Quittons pour un instant le grandiose pour faire place au coquet. Voici la voiture du "Cherry-Blossom", la parfumerie spéciale qui se trouve à l'angle du boulevard des Italiens et de la rue de Marivaux. Ce n'est plus le grand fourgon indispensable aux magasins de nouveautés pour y entasser leurs marchandises. Ce qu'on vend là, c'est le mignon flacon d'eau de toilette aux senteurs exquises dont l'Angleterre a fait cadeau à Paris; le Cherry-Blossom" qui prend de plus en plus la place de l'ancienne eau de Cologne dont il a toutes les qualités mais qu'il surpasse en douceur et en suavité. La voiture est un élégant carrosse dont les deux pur sang sont conduits par un cocher en grande livrée et derrière lequel, cramponnés aux étrivières comme du temps du grand roi, deux laquais se tiennent prêts à sauter à terre pour offrir aux clientes la boite nécessaire contenant le parfum, la poudre de riz et le savon "Cherry-Blossom".
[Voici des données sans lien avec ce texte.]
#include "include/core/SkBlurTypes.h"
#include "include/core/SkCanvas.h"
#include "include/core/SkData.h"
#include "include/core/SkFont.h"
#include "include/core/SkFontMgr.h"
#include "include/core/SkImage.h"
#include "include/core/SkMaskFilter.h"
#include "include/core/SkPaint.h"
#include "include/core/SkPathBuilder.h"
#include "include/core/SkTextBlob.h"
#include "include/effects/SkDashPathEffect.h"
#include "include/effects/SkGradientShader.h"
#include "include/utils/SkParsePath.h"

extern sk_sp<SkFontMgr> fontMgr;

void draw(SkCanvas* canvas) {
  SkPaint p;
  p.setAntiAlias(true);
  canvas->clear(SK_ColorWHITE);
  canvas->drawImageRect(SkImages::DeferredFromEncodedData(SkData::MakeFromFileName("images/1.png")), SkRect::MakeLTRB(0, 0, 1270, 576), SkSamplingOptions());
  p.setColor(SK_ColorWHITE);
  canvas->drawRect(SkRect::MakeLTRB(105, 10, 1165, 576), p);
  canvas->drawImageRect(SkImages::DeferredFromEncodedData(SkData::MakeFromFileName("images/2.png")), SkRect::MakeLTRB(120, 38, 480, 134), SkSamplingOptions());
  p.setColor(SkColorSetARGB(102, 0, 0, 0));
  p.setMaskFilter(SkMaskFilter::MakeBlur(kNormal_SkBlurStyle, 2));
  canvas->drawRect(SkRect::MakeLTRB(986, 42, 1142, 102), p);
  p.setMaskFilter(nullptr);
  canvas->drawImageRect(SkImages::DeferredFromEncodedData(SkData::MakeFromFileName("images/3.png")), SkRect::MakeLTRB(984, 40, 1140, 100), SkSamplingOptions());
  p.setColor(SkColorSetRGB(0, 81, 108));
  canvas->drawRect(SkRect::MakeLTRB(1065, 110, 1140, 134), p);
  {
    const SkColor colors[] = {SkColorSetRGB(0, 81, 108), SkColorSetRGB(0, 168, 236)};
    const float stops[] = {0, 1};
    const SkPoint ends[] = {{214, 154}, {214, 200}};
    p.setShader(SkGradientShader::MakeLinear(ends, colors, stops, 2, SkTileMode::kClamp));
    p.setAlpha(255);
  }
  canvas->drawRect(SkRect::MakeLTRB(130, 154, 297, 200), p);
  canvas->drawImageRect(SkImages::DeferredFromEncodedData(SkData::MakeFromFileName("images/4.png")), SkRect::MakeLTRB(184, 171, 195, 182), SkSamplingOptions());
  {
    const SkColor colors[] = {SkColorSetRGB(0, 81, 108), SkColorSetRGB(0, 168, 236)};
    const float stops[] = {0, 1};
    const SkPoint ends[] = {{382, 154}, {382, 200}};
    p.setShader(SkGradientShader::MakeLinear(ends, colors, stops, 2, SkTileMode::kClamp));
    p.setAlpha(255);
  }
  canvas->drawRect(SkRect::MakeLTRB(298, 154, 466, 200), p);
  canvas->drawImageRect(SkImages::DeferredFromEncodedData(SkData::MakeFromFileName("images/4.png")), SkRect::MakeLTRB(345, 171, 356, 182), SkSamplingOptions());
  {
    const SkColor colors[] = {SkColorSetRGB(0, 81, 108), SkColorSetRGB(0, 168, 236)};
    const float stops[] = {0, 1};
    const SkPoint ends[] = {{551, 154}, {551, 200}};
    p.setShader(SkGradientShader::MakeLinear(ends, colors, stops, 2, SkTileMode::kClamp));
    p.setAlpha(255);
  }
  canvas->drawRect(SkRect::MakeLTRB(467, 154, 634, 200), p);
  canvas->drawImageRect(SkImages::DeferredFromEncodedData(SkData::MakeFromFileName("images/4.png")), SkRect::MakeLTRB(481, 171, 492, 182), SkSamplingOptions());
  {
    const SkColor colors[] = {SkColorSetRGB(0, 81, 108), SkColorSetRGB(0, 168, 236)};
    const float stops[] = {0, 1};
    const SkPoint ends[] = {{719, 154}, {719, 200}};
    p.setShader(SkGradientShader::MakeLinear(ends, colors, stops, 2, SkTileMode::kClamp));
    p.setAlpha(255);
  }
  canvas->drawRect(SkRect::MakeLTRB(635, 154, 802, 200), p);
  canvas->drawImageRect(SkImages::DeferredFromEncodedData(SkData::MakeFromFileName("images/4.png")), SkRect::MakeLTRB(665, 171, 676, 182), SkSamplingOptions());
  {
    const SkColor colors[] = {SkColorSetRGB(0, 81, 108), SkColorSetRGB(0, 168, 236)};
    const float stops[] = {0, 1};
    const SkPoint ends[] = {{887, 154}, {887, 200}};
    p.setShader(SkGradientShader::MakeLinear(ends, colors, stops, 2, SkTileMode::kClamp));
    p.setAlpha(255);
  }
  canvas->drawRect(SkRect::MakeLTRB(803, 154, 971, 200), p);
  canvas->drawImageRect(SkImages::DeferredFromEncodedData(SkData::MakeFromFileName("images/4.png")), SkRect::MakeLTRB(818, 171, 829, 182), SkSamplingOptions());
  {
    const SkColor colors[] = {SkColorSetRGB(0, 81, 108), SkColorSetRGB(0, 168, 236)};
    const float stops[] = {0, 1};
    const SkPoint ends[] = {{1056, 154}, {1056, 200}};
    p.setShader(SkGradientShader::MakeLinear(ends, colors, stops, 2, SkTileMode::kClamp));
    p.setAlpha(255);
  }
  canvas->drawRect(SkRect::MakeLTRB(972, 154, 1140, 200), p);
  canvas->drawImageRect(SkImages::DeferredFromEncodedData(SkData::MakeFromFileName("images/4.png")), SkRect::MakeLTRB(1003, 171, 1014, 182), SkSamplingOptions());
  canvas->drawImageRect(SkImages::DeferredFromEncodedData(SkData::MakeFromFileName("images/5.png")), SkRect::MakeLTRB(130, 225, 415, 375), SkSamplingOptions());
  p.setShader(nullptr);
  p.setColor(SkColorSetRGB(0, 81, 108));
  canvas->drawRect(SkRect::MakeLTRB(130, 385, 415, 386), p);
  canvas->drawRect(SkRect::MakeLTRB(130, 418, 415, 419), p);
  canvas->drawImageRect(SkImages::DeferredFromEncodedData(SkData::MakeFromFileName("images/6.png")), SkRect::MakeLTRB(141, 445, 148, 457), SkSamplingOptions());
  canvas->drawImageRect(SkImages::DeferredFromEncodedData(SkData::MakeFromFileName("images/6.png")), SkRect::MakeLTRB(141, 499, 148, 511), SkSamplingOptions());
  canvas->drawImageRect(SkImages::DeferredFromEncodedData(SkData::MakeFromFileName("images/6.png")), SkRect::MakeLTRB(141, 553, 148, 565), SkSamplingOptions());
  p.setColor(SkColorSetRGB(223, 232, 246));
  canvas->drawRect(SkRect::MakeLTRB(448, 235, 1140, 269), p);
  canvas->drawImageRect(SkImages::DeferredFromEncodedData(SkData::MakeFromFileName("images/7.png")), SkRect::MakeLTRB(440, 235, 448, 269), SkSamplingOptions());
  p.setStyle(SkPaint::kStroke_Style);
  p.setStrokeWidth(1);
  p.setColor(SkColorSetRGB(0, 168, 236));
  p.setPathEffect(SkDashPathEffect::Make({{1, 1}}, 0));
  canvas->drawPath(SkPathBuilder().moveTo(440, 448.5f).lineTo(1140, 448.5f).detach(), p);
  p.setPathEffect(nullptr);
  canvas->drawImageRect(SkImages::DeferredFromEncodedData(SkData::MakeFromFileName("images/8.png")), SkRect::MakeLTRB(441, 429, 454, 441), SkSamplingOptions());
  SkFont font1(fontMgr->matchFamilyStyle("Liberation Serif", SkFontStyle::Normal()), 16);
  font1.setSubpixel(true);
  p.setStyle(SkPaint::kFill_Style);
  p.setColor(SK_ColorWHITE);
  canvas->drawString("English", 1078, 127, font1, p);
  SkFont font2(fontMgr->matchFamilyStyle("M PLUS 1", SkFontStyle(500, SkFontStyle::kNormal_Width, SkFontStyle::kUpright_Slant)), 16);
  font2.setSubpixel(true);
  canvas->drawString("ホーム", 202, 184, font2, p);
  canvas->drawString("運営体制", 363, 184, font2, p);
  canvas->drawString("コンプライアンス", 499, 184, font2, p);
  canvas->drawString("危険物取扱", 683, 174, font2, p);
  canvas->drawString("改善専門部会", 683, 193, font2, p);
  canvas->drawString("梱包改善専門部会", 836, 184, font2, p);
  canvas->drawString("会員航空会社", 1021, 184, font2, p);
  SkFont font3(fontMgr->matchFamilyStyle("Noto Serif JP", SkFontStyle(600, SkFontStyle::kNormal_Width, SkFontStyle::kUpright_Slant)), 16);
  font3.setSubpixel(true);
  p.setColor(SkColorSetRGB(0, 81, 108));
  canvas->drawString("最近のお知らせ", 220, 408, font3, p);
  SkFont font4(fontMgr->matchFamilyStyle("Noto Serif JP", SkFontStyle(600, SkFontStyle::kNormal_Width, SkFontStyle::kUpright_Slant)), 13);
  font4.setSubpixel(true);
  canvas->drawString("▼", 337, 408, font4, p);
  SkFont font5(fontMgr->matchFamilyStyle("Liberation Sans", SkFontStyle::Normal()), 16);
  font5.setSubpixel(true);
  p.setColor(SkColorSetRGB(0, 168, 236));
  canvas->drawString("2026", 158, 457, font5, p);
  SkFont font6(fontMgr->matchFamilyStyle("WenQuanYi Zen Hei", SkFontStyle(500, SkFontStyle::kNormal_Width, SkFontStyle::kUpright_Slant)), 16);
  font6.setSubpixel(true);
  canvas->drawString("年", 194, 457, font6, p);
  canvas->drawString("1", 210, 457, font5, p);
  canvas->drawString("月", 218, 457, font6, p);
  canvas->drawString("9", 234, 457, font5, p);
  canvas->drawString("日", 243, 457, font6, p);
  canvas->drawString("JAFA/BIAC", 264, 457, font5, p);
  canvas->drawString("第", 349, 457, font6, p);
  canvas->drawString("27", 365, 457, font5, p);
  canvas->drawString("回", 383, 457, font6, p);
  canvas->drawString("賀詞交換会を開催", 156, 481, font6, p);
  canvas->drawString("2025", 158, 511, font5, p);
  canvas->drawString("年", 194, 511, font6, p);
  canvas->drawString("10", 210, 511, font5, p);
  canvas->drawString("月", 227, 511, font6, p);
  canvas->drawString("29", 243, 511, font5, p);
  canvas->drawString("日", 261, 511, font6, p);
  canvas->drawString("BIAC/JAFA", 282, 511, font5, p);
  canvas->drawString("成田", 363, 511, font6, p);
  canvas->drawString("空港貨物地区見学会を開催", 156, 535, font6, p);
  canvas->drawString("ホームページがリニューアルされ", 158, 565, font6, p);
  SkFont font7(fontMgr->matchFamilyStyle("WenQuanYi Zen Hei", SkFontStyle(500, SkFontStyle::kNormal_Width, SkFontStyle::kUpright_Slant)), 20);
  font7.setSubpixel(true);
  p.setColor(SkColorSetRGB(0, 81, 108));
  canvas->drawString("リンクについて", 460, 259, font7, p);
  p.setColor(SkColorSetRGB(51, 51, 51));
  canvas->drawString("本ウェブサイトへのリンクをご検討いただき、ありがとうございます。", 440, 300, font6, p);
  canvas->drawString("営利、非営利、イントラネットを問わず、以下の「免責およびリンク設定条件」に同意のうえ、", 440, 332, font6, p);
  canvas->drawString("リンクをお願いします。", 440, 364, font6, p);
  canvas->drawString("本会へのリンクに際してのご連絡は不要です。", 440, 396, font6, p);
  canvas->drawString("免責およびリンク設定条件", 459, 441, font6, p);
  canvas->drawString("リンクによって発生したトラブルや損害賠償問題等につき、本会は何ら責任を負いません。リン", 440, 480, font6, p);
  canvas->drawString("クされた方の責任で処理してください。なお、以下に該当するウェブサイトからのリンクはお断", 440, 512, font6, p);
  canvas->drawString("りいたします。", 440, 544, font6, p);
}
Les dames nous en voudraient d'oublier le voitures de la "Maison nouvelle", qui viennent leur apporter chaque saison les jolis chapeaux qui sont l'un des plus beaux ornements de leur parure. la "Maison nouvelle" a presque le monopole du chapeau féminin, et à ce moment des départs pour la villégiature, pour les bains de mer, les pauvres chevaux, quelque soit leur vigueur, doivent se plaindre du surmenage, car il leur faut du matin au soir courir à travers Paris pour satisfaire aux désirs de nos élégantes.
D'une extrémité à l'autre, c'est à dire de la tête aux pieds, sans quitter le domaine de l'élégance, nous trouvons les voitures de la maison "Pinet" rue de Paradis. Celles là aussi ont fort à faire, car la clientèle de la maison "Pinet" est immense. Les progrès que cette maison et son propriétaire ont fait faire à la cordonnerie française sont trop connus pour que nous en reparlions ici. La chaussure Pinet a une réputation européenne. Ses voitures avaient donc leur place tout indiquée dans cette revue de la carrosserie et de la cavalerie commerciale.
Nous citerons enfin comme tout à fait remarquables les équipages de la "ville Saint Denis". Ces immenses magasins, créés pour fournir tout le Nord-Est de Paris, ont étendu leur domaine à la ville entière et à la banlieue."
Carel du Ham -Figaro 10 Juin 1893-
Les différentes entreprises ont utilisé également des voitures spécifiquement dédiées à la réclame. Elles étaient fournies par des maisons spécialisées comme la fameuse maison "Hostein § Cie" dont la qualité des chevaux et des voitures faisaient l'unanimité. Certaines voitures étaient si imposantes et spectaculaires qu'elles furent accusées d’effrayer les chevaux. Leur utilisation fut interdite en France en 1900.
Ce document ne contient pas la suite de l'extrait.